=== Material for this exercise ===

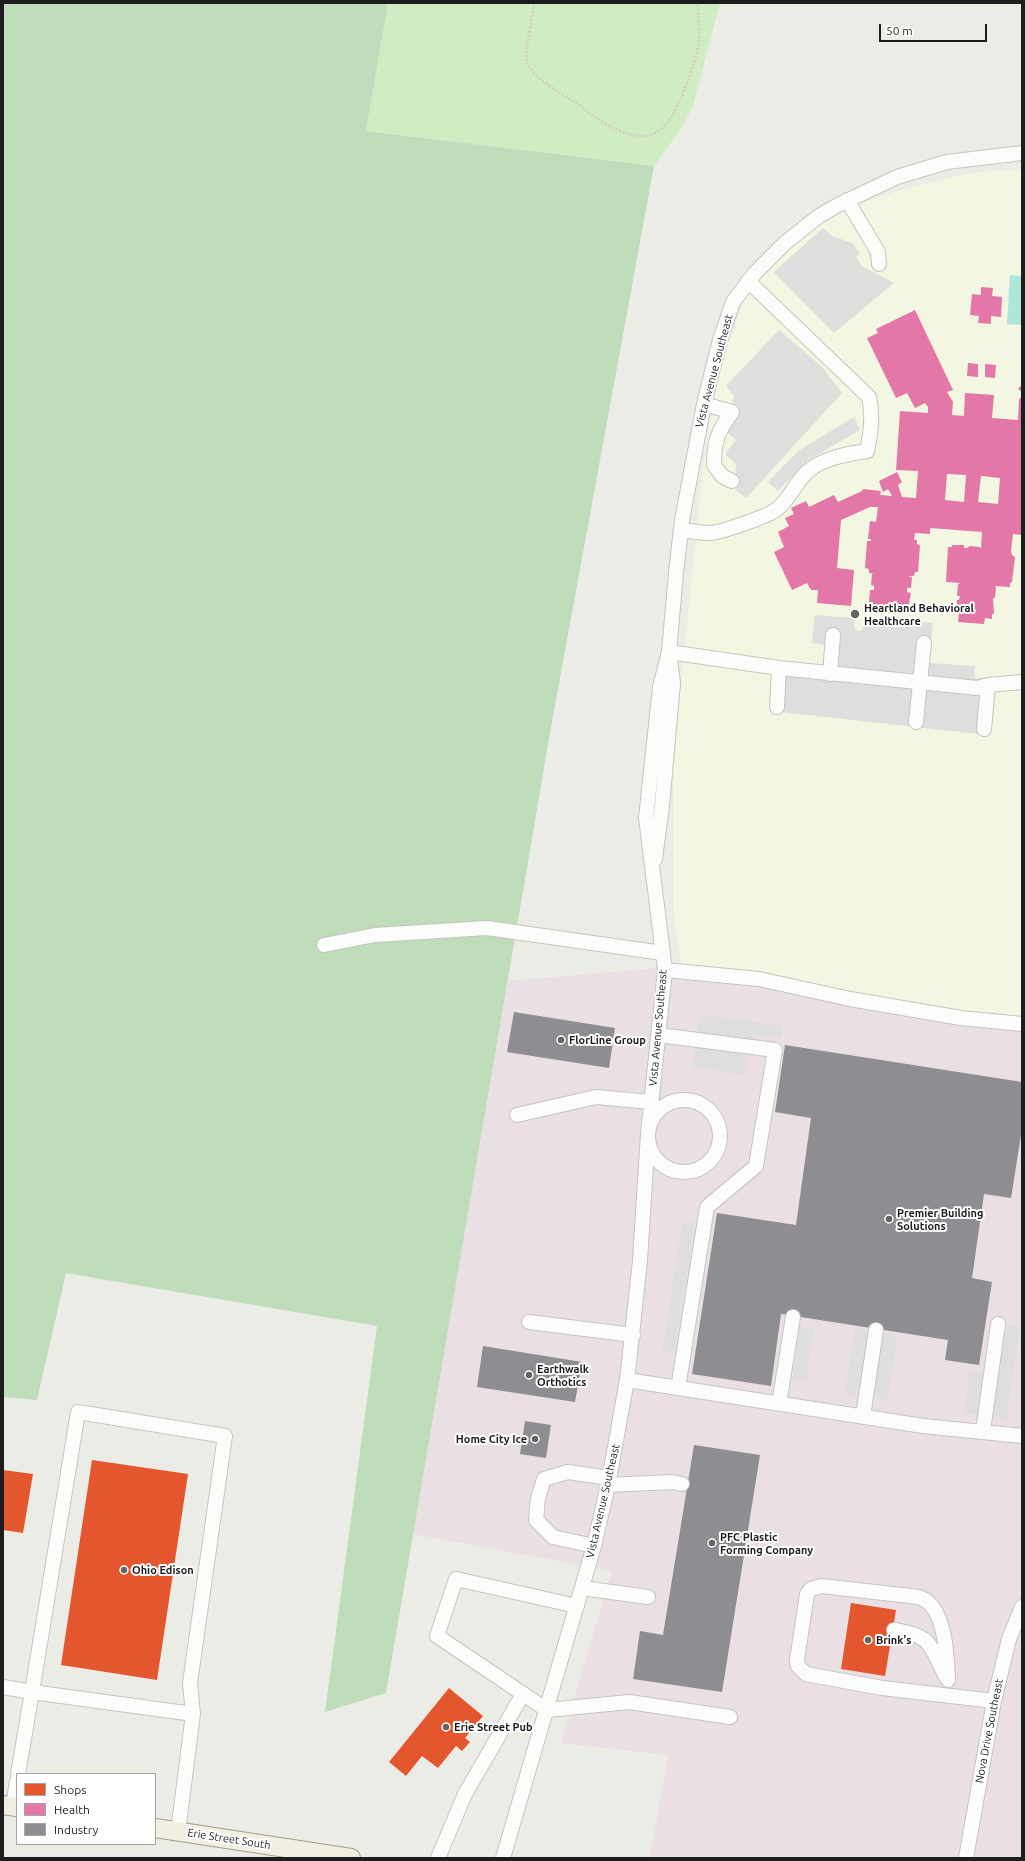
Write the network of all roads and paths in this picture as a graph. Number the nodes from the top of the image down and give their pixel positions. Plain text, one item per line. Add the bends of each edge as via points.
1 (534, 3) edge
2 (698, 3) edge
3 (1022, 153) edge
4 (847, 200) junction
5 (879, 264) dead end
6 (748, 281) junction
7 (704, 404) junction
8 (732, 481) dead end
9 (681, 530) junction
10 (833, 635) dead end
11 (924, 644) dead end
12 (670, 652) junction
13 (779, 668) junction
14 (830, 674) junction
15 (1022, 682) edge
16 (920, 683) junction
17 (988, 685) junction
18 (776, 707) dead end
19 (916, 722) dead end
20 (984, 729) dead end
21 (324, 945) dead end
22 (663, 953) junction
23 (665, 970) junction
24 (1022, 1024) edge
25 (659, 1035) junction
26 (651, 1102) junction
27 (517, 1115) dead end
28 (648, 1134) junction
29 (793, 1317) dead end
30 (529, 1322) dead end
31 (998, 1324) dead end
32 (876, 1330) dead end
33 (633, 1335) junction
34 (627, 1380) junction
35 (678, 1388) junction
36 (779, 1404) junction
37 (863, 1416) junction
38 (983, 1431) junction
39 (1022, 1436) edge
40 (608, 1481) junction
41 (682, 1484) dead end
42 (594, 1546) junction
43 (582, 1588) junction
44 (648, 1597) dead end
45 (577, 1606) junction
46 (1022, 1607) edge
47 (894, 1630) dead end
48 (948, 1680) junction
49 (3, 1687) edge
50 (32, 1692) junction
51 (523, 1694) junction
52 (956, 1697) junction
53 (994, 1701) junction
54 (547, 1710) junction
55 (193, 1714) junction
56 (730, 1717) dead end
57 (18, 1773) edge
58 (16, 1784) edge
59 (11, 1806) edge
60 (156, 1828) edge
61 (178, 1832) junction
62 (351, 1858) edge
63 (438, 1858) edge
64 (503, 1858) edge
65 (966, 1858) edge

1 - 2 path via 527,59 533,72 607,124 642,136 653,134 663,127 678,104 698,50
3 - 4 street, Vista Avenue Southeast via 947,162 897,177
4 - 5 street via 878,252
4 - 6 street, Vista Avenue Southeast via 802,229 769,257
6 - 7 street, Vista Avenue Southeast via 733,302 727,318
6 - 9 street via 869,396 872,432 867,451 849,453 808,471 786,502 775,511 711,533
7 - 8 street via 732,412 720,428 714,464 722,476
7 - 9 street, Vista Avenue Southeast
9 - 12 street, Vista Avenue Southeast
10 - 14 street
11 - 16 street
12 - 13 street
12 - 22 street, Vista Avenue Southeast via 673,683 653,875
13 - 14 street
13 - 18 street
14 - 16 street
15 - 17 street
16 - 17 street via 978,688
16 - 19 street
17 - 20 street
21 - 22 street via 375,935 487,928
22 - 23 street, Vista Avenue Southeast
23 - 24 street via 759,979 850,999
23 - 25 street, Vista Avenue Southeast
25 - 26 street, Vista Avenue Southeast
25 - 35 street via 775,1050 756,1166 707,1207
26 - 27 street via 596,1097
26 - 28 street, Vista Avenue Southeast
28 - 28 street, Vista Avenue Southeast via 653,1156 661,1165 683,1173 695,1171 709,1162 719,1147 718,1123 712,1112 703,1104 691,1100 679,1100 657,1111 650,1122
28 - 33 street, Vista Avenue Southeast
29 - 36 street
30 - 33 street
31 - 38 street
32 - 37 street
33 - 34 street, Vista Avenue Southeast
34 - 35 street
34 - 40 street, Vista Avenue Southeast
35 - 36 street
36 - 37 street
37 - 38 street via 923,1426
38 - 39 street
40 - 41 street
40 - 42 street, Vista Avenue Southeast
40 - 42 street via 568,1472 544,1479 538,1498 536,1520 552,1537
42 - 43 street, Vista Avenue Southeast
43 - 44 street
43 - 45 street, Vista Avenue Southeast
45 - 51 street via 456,1579 437,1636
45 - 54 street, Vista Avenue Southeast
46 - 53 street, Nova Drive Southeast via 1010,1639
47 - 48 street via 914,1633 925,1639
48 - 52 street
48 - 52 street via 947,1656 939,1617 928,1602 918,1597 821,1586 811,1589 807,1594 797,1660 798,1666 806,1674 882,1688
49 - 50 street
50 - 55 street
50 - 55 street via 78,1412 225,1436 190,1683
50 - 57 street
51 - 54 street
51 - 63 street via 466,1794
52 - 53 street
53 - 65 street, Nova Drive Southeast
54 - 56 street via 629,1702
54 - 64 street, Vista Avenue Southeast
55 - 61 street
58 - 59 street
60 - 61 main road, Erie Street South
61 - 62 main road, Erie Street South

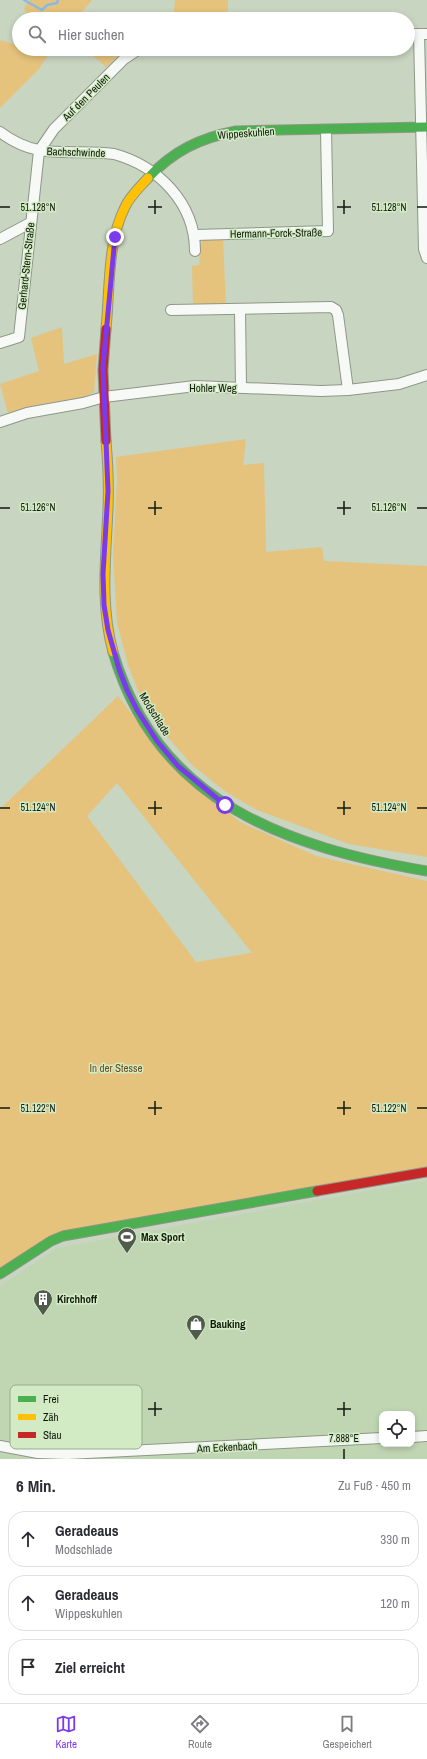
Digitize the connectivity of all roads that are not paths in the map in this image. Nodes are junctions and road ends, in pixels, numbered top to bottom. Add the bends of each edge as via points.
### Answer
1 (423, 34) edge
2 (128, 56) edge
3 (424, 127) edge
4 (326, 130) junction
5 (0, 132) edge
6 (39, 151) junction
7 (153, 172) junction
8 (30, 223) junction
9 (195, 235) junction
10 (426, 235) edge
11 (0, 239) edge
12 (195, 251) dead end
13 (427, 258) edge
14 (171, 310) dead end
15 (240, 310) junction
16 (0, 343) edge
17 (427, 375) edge
18 (241, 388) junction
19 (348, 390) junction
20 (104, 397) junction
21 (0, 422) edge
22 (427, 871) edge
23 (427, 1172) edge
24 (0, 1274) edge
25 (427, 1436) edge
26 (415, 1437) edge
27 (379, 1438) edge
28 (0, 1446) edge
29 (10, 1448) edge
30 (16, 1449) edge

1 - 3 street
2 - 6 street, Auf den Peulen via 54,129
3 - 4 street, Wippeskuhlen
3 - 10 street
4 - 7 street, Wippeskuhlen via 236,131 212,135 178,150
4 - 9 street, Hermann-Forck-Straße via 328,232
5 - 6 street, Bachschwinde via 25,147
6 - 7 street, Bachschwinde via 114,154
6 - 8 street, Gerhard-Stern-Straße
7 - 9 street via 185,207
7 - 20 street, Wippeskuhlen via 126,206 115,237 103,367
8 - 11 street
8 - 16 street, Gerhard-Stern-Straße via 19,337
9 - 12 street
10 - 13 street via 424,249
14 - 15 street
15 - 18 street
15 - 19 street via 336,310
17 - 19 street, Hohler Weg via 399,384
18 - 19 street, Hohler Weg
18 - 20 street, Hohler Weg via 195,386
20 - 21 street, Hohler Weg via 27,413
20 - 22 street, Modschlade via 108,491 103,574 104,605 119,669 137,710 157,741 178,766 225,805 279,834 348,856
23 - 24 street via 63,1236
25 - 26 street
27 - 30 street, Am Eckenbach via 66,1454
28 - 29 street, Am Eckenbach

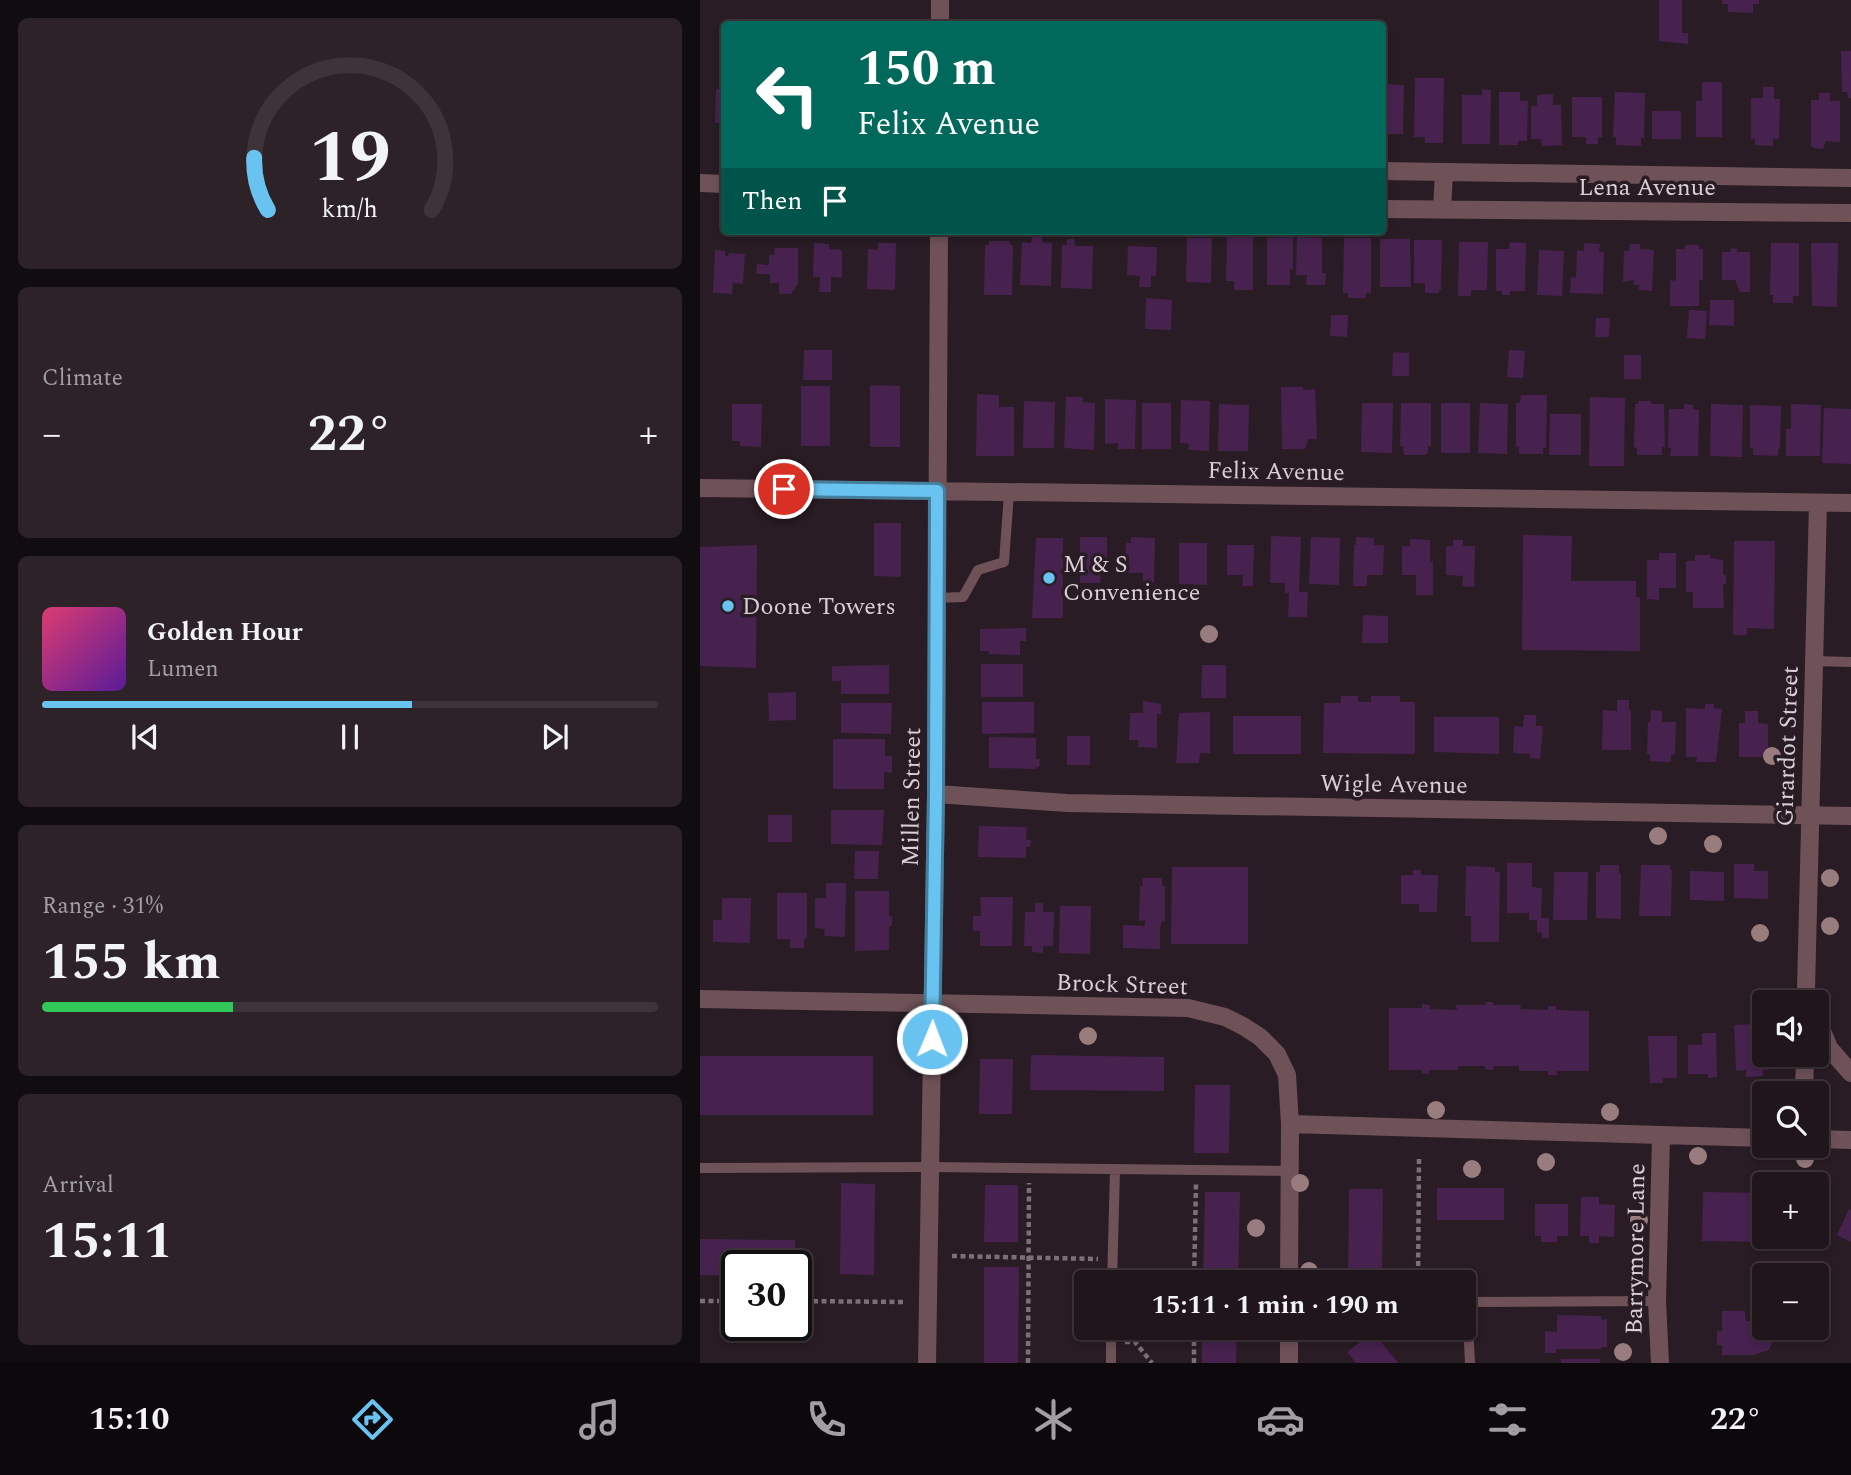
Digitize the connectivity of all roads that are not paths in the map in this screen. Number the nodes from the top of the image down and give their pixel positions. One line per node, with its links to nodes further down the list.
1 (940, 0): 2 (street)
2 (940, 21)
3 (1386, 171): 4 (street, Lena Avenue)
4 (1444, 172): 5 (street, Lena Avenue); 9 (street)
5 (1851, 178)
6 (700, 183): 7 (street)
7 (721, 184)
8 (1386, 209): 9 (street, Lena Avenue)
9 (1442, 210): 10 (street, Lena Avenue)
10 (1851, 213)
11 (939, 235): 13 (street, Millen Street)
12 (700, 488): 13 (street, Felix Avenue)
13 (937, 491): 14 (street, Felix Avenue); 17 (street, Millen Street)
14 (1009, 493): 15 (street, Felix Avenue); 17 (lane)
15 (1818, 503): 16 (street, Felix Avenue); 18 (street, Girardot Street)
16 (1851, 503)
17 (937, 598): 20 (street, Millen Street)
18 (1814, 661): 19 (lane); 21 (street, Girardot Street)
19 (1851, 662)
20 (936, 794): 21 (street, Wigle Avenue); 25 (street, Millen Street)
21 (1809, 816): 22 (street, Wigle Avenue); 23 (street, Girardot Street)
22 (1851, 816)
23 (1808, 990)
24 (700, 999): 25 (street, Brock Street)
25 (932, 1003): 28 (street, Brock Street); 33 (street, Millen Street)
26 (1829, 1048): 27 (street)
27 (1851, 1073)
28 (1290, 1124): 29 (street); 36 (street, Brock Street)
29 (1661, 1136): 30 (street); 39 (street, Barrymore Lane)
30 (1752, 1138)
31 (1829, 1139): 32 (street)
32 (1851, 1140)
33 (930, 1167): 34 (lane); 35 (lane); 44 (street, Millen Street)
34 (700, 1168)
35 (1115, 1170): 36 (lane); 37 (lane)
36 (1290, 1171): 38 (street, Brock Street)
37 (1113, 1270)
38 (1289, 1270)
39 (1657, 1301): 40 (lane); 48 (street, Barrymore Lane)
40 (1476, 1302)
41 (1111, 1340): 45 (lane)
42 (1289, 1340): 46 (street)
43 (1468, 1340): 47 (lane)
44 (927, 1363)
45 (1111, 1363)
46 (1289, 1363)
47 (1470, 1363)
48 (1660, 1363)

===

*What to produce*. All lines of the listing holding the string "main" must be returned, copied as they stand.

*Response for this exercise*.
60 - 61 main road, Erie Street South
61 - 62 main road, Erie Street South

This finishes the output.